• **WORK INSTRUCTION**
Write out each line from the data below that includes the word "leaves".

--- RECORDS FOR THE EXERCISE Enclosed Below ---

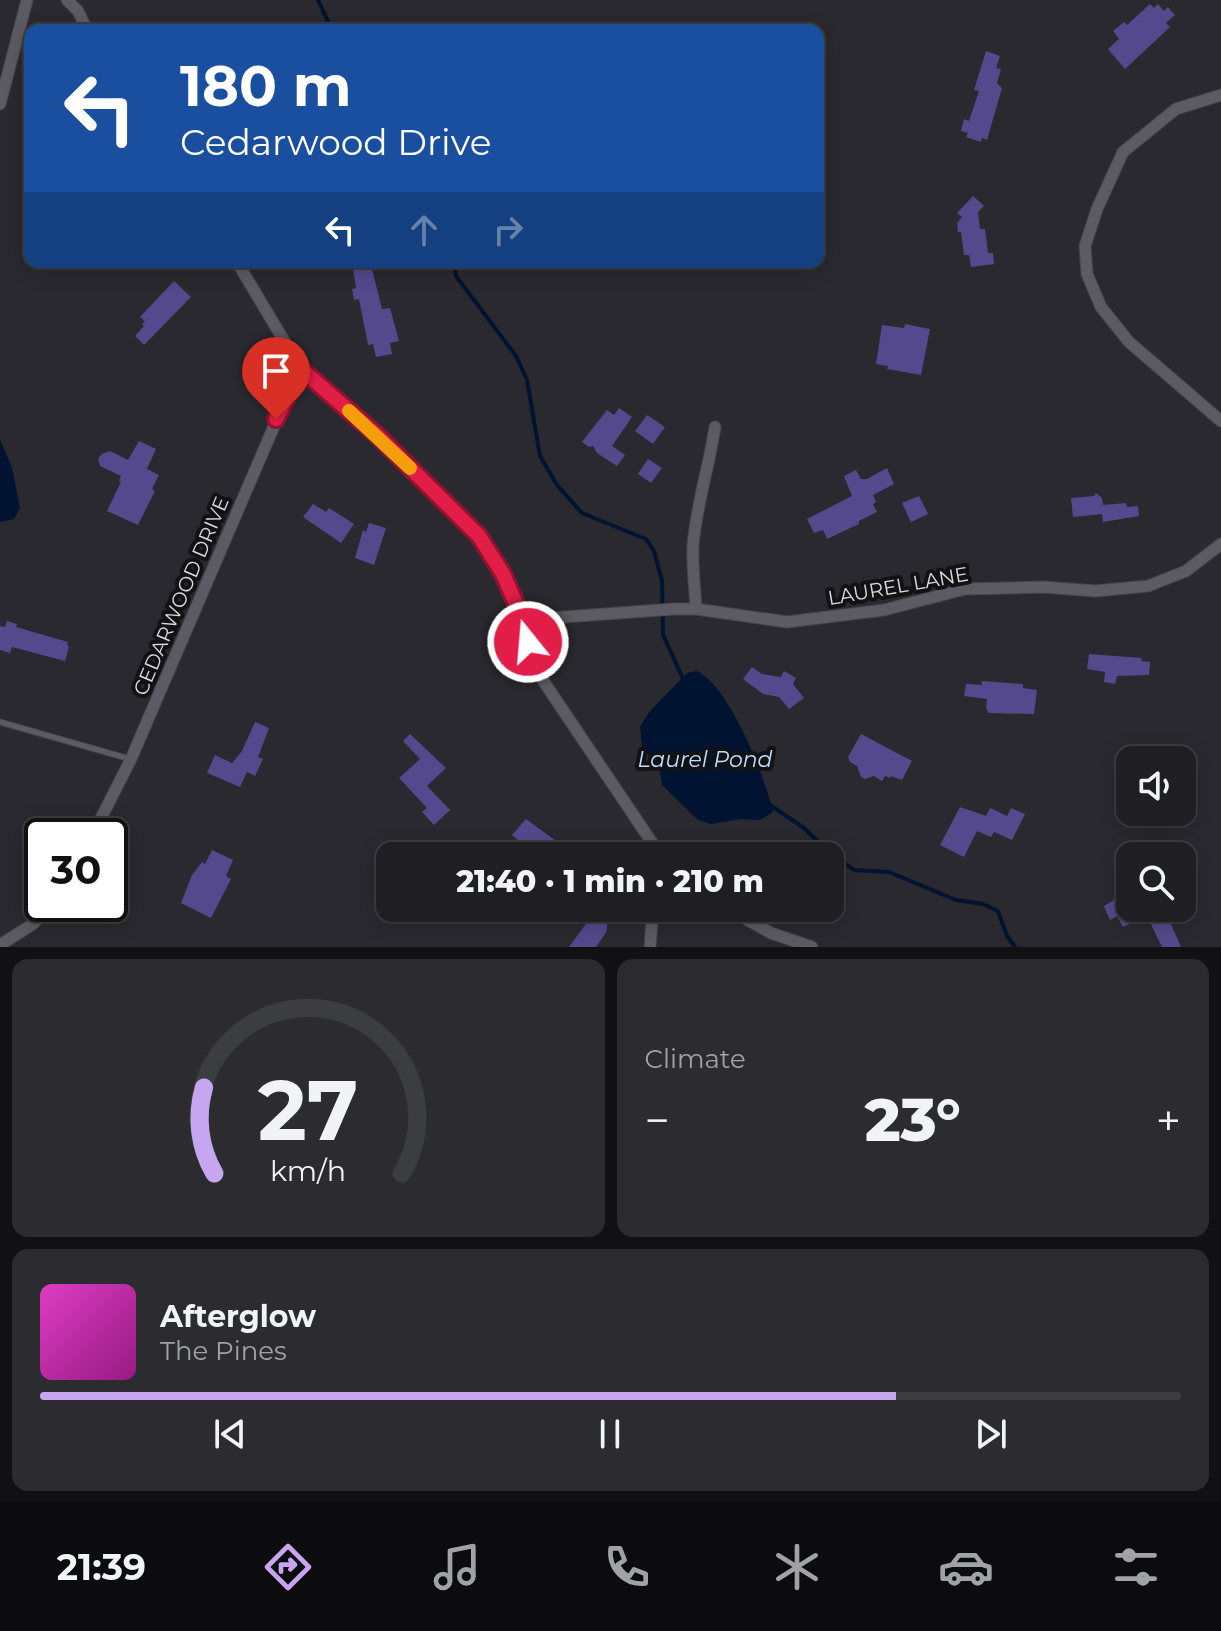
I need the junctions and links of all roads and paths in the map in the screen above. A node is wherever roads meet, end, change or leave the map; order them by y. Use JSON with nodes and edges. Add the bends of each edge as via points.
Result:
{"nodes":[{"id":1,"x":27,"y":0,"type":"edge"},
{"id":2,"x":67,"y":0,"type":"edge"},
{"id":3,"x":84,"y":24,"type":"edge"},
{"id":4,"x":1221,"y":95,"type":"edge"},
{"id":5,"x":0,"y":104,"type":"edge"},
{"id":6,"x":241,"y":268,"type":"edge"},
{"id":7,"x":301,"y":369,"type":"junction"},
{"id":8,"x":1221,"y":421,"type":"edge"},
{"id":9,"x":715,"y":427,"type":"dead end"},
{"id":10,"x":1221,"y":544,"type":"edge"},
{"id":11,"x":696,"y":609,"type":"junction"},
{"id":12,"x":523,"y":620,"type":"junction"},
{"id":13,"x":0,"y":722,"type":"edge"},
{"id":14,"x":131,"y":759,"type":"junction"},
{"id":15,"x":101,"y":818,"type":"edge"},
{"id":16,"x":651,"y":842,"type":"edge"},
{"id":17,"x":35,"y":922,"type":"edge"},
{"id":18,"x":652,"y":922,"type":"edge"},
{"id":19,"x":751,"y":922,"type":"edge"},
{"id":20,"x":0,"y":945,"type":"edge"},
{"id":21,"x":650,"y":947,"type":"edge"},
{"id":22,"x":812,"y":947,"type":"edge"}],
"edges":[{"from":1,"to":5,"type":"street"},
{"from":2,"to":3,"type":"street"},
{"from":4,"to":8,"type":"street","via":[[1176,109],[1123,152],[1085,246],[1087,274],[1101,307],[1129,342]]},
{"from":6,"to":7,"type":"street"},
{"from":7,"to":12,"type":"street","via":[[479,536]]},
{"from":7,"to":14,"type":"street","name":"CEDARWOOD DRIVE"},
{"from":9,"to":11,"type":"street","via":[[693,548]]},
{"from":10,"to":11,"type":"street","name":"LAUREL LANE","via":[[1186,571],[1148,586],[1095,591],[965,589],[884,610],[787,622]]},
{"from":11,"to":12,"type":"street","name":"LAUREL LANE"},
{"from":12,"to":16,"type":"street","via":[[544,682]]},
{"from":13,"to":14,"type":"lane"},
{"from":14,"to":15,"type":"street","name":"CEDARWOOD DRIVE"},
{"from":17,"to":20,"type":"street"},
{"from":18,"to":21,"type":"street"},
{"from":19,"to":22,"type":"street"}]}
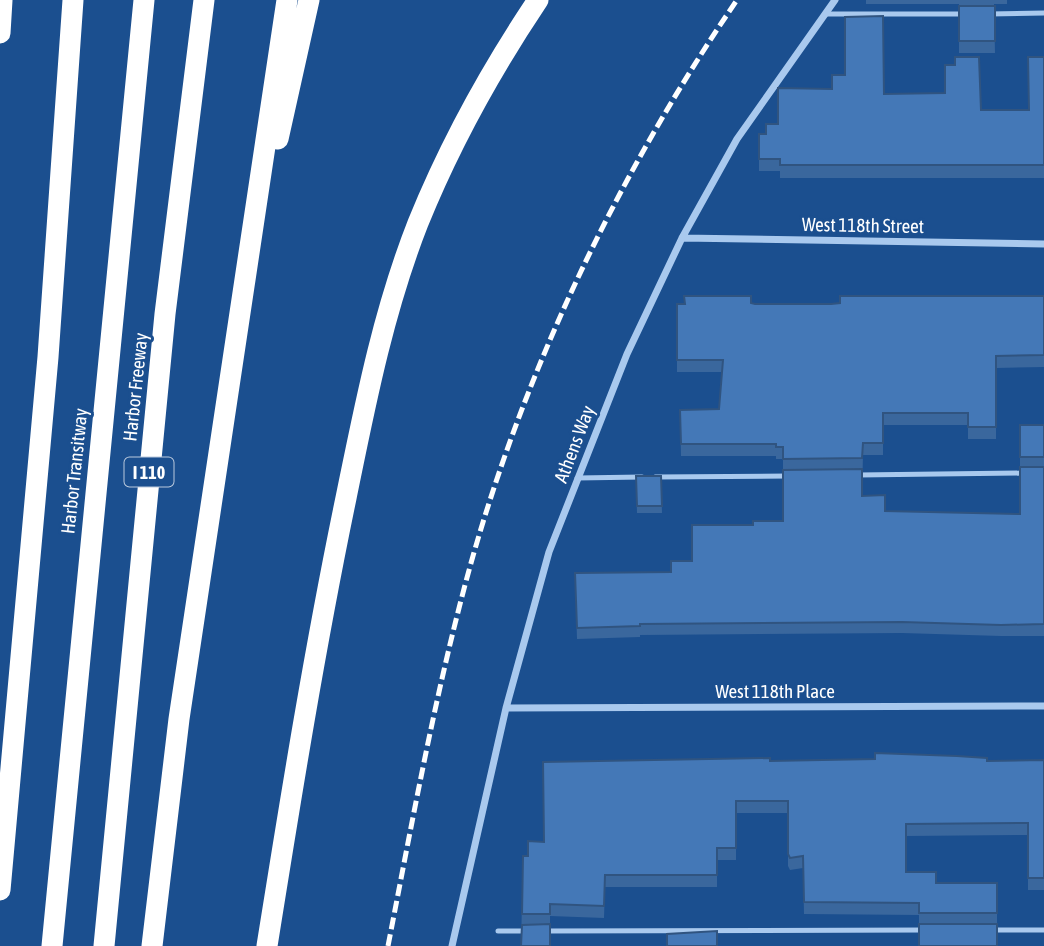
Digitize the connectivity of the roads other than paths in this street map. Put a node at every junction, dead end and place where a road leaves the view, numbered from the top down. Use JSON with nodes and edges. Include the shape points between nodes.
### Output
{"nodes":[{"id":1,"x":2,"y":0,"type":"edge"},
{"id":2,"x":76,"y":0,"type":"edge"},
{"id":3,"x":143,"y":0,"type":"edge"},
{"id":4,"x":204,"y":0,"type":"edge"},
{"id":5,"x":287,"y":0,"type":"edge"},
{"id":6,"x":309,"y":0,"type":"edge"},
{"id":7,"x":538,"y":0,"type":"edge"},
{"id":8,"x":835,"y":0,"type":"edge"},
{"id":9,"x":1044,"y":13,"type":"edge"},
{"id":10,"x":825,"y":14,"type":"junction"},
{"id":11,"x":0,"y":33,"type":"edge"},
{"id":12,"x":682,"y":238,"type":"junction"},
{"id":13,"x":1044,"y":244,"type":"edge"},
{"id":14,"x":246,"y":285,"type":"junction"},
{"id":15,"x":1030,"y":473,"type":"edge"},
{"id":16,"x":852,"y":475,"type":"edge"},
{"id":17,"x":797,"y":476,"type":"edge"},
{"id":18,"x":578,"y":478,"type":"junction"},
{"id":19,"x":1044,"y":706,"type":"edge"},
{"id":20,"x":506,"y":708,"type":"junction"},
{"id":21,"x":0,"y":890,"type":"edge"},
{"id":22,"x":935,"y":930,"type":"edge"},
{"id":23,"x":989,"y":930,"type":"edge"},
{"id":24,"x":1044,"y":930,"type":"edge"},
{"id":25,"x":498,"y":931,"type":"dead end"},
{"id":26,"x":52,"y":946,"type":"edge"},
{"id":27,"x":104,"y":946,"type":"edge"},
{"id":28,"x":152,"y":946,"type":"edge"},
{"id":29,"x":267,"y":946,"type":"edge"},
{"id":30,"x":452,"y":946,"type":"edge"}],
"edges":[{"from":1,"to":11,"type":"highway"},
{"from":2,"to":21,"type":"highway","name":"Harbor Transitway"},
{"from":3,"to":26,"type":"highway","name":"Harbor Transitway"},
{"from":4,"to":27,"type":"highway","name":"Harbor Freeway","number":"I 110","via":[[164,326]]},
{"from":5,"to":14,"type":"highway"},
{"from":6,"to":14,"type":"highway"},
{"from":7,"to":29,"type":"highway","via":[[479,94],[446,159],[390,304],[368,388],[317,638]]},
{"from":8,"to":10,"type":"street","name":"Athens Way"},
{"from":9,"to":10,"type":"lane"},
{"from":10,"to":12,"type":"street","name":"Athens Way","via":[[737,139]]},
{"from":12,"to":13,"type":"street","name":"West 118th Street"},
{"from":12,"to":18,"type":"street","name":"Athens Way","via":[[626,354]]},
{"from":14,"to":28,"type":"highway","via":[[179,719]]},
{"from":15,"to":16,"type":"lane"},
{"from":17,"to":18,"type":"lane"},
{"from":18,"to":20,"type":"street","name":"Athens Way","via":[[549,552]]},
{"from":19,"to":20,"type":"street","name":"West 118th Place"},
{"from":20,"to":30,"type":"street","name":"Athens Way"},
{"from":22,"to":25,"type":"lane"},
{"from":23,"to":24,"type":"lane"}]}
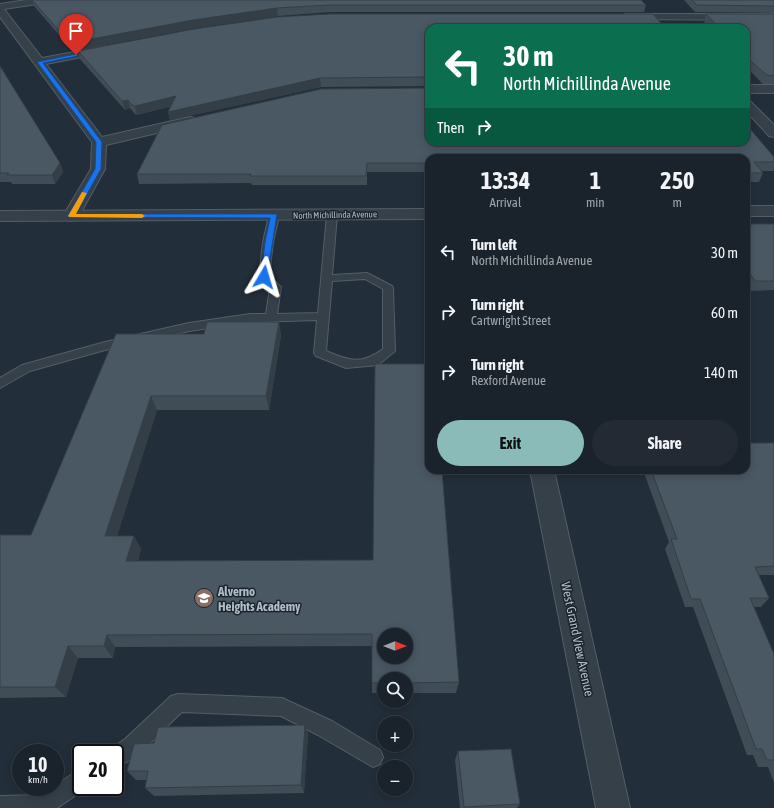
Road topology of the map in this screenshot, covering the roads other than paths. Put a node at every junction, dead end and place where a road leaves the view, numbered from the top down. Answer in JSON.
{"nodes":[{"id":1,"x":44,"y":0,"type":"edge"},
{"id":2,"x":0,"y":7,"type":"edge"},
{"id":3,"x":658,"y":9,"type":"dead end"},
{"id":4,"x":0,"y":10,"type":"edge"},
{"id":5,"x":774,"y":16,"type":"edge"},
{"id":6,"x":616,"y":17,"type":"edge"},
{"id":7,"x":666,"y":17,"type":"junction"},
{"id":8,"x":672,"y":24,"type":"edge"},
{"id":9,"x":113,"y":48,"type":"edge"},
{"id":10,"x":40,"y":62,"type":"junction"},
{"id":11,"x":750,"y":89,"type":"edge"},
{"id":12,"x":774,"y":89,"type":"edge"},
{"id":13,"x":750,"y":108,"type":"edge"},
{"id":14,"x":204,"y":118,"type":"edge"},
{"id":15,"x":774,"y":133,"type":"edge"},
{"id":16,"x":99,"y":142,"type":"junction"},
{"id":17,"x":750,"y":211,"type":"edge"},
{"id":18,"x":774,"y":211,"type":"edge"},
{"id":19,"x":425,"y":214,"type":"edge"},
{"id":20,"x":332,"y":215,"type":"junction"},
{"id":21,"x":0,"y":216,"type":"edge"},
{"id":22,"x":71,"y":216,"type":"junction"},
{"id":23,"x":274,"y":216,"type":"junction"},
{"id":24,"x":327,"y":278,"type":"junction"},
{"id":25,"x":324,"y":316,"type":"junction"},
{"id":26,"x":271,"y":317,"type":"junction"},
{"id":27,"x":0,"y":384,"type":"edge"},
{"id":28,"x":543,"y":474,"type":"edge"},
{"id":29,"x":124,"y":752,"type":"edge"},
{"id":30,"x":373,"y":757,"type":"dead end"},
{"id":31,"x":72,"y":786,"type":"edge"},
{"id":32,"x":0,"y":806,"type":"edge"},
{"id":33,"x":613,"y":808,"type":"edge"}],
"edges":[{"from":1,"to":2,"type":"street"},
{"from":3,"to":7,"type":"street"},
{"from":4,"to":10,"type":"street"},
{"from":5,"to":7,"type":"street"},
{"from":6,"to":7,"type":"street"},
{"from":7,"to":8,"type":"street"},
{"from":9,"to":10,"type":"street"},
{"from":10,"to":16,"type":"street"},
{"from":11,"to":12,"type":"street"},
{"from":13,"to":15,"type":"street"},
{"from":14,"to":16,"type":"street"},
{"from":16,"to":22,"type":"street"},
{"from":17,"to":18,"type":"street"},
{"from":19,"to":20,"type":"street","name":"North Michillinda Avenue"},
{"from":20,"to":23,"type":"street","name":"North Michillinda Avenue"},
{"from":20,"to":24,"type":"lane"},
{"from":21,"to":22,"type":"street","name":"North Michillinda Avenue"},
{"from":22,"to":23,"type":"street","name":"North Michillinda Avenue"},
{"from":23,"to":26,"type":"lane"},
{"from":24,"to":25,"type":"lane"},
{"from":24,"to":25,"type":"lane"},
{"from":25,"to":26,"type":"lane"},
{"from":26,"to":27,"type":"lane"},
{"from":28,"to":33,"type":"street","name":"West Grand View Avenue"},
{"from":29,"to":30,"type":"lane"},
{"from":31,"to":32,"type":"lane"}]}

--- End of Enclosed RECORDS FOR THE EXERCISE ---

• **RESPONSE AREA**
Digitize the connectivity of the roads other than paths in this street map. Put a node at every junction, dead end and place where a road leaves the view, numbered from the top down. Use JSON with nodes and edges. Include the shape points between nodes.
Road topology of the map in this screenshot, covering the roads other than paths. Put a node at every junction, dead end and place where a road leaves the view, numbered from the top down. Answer in JSON.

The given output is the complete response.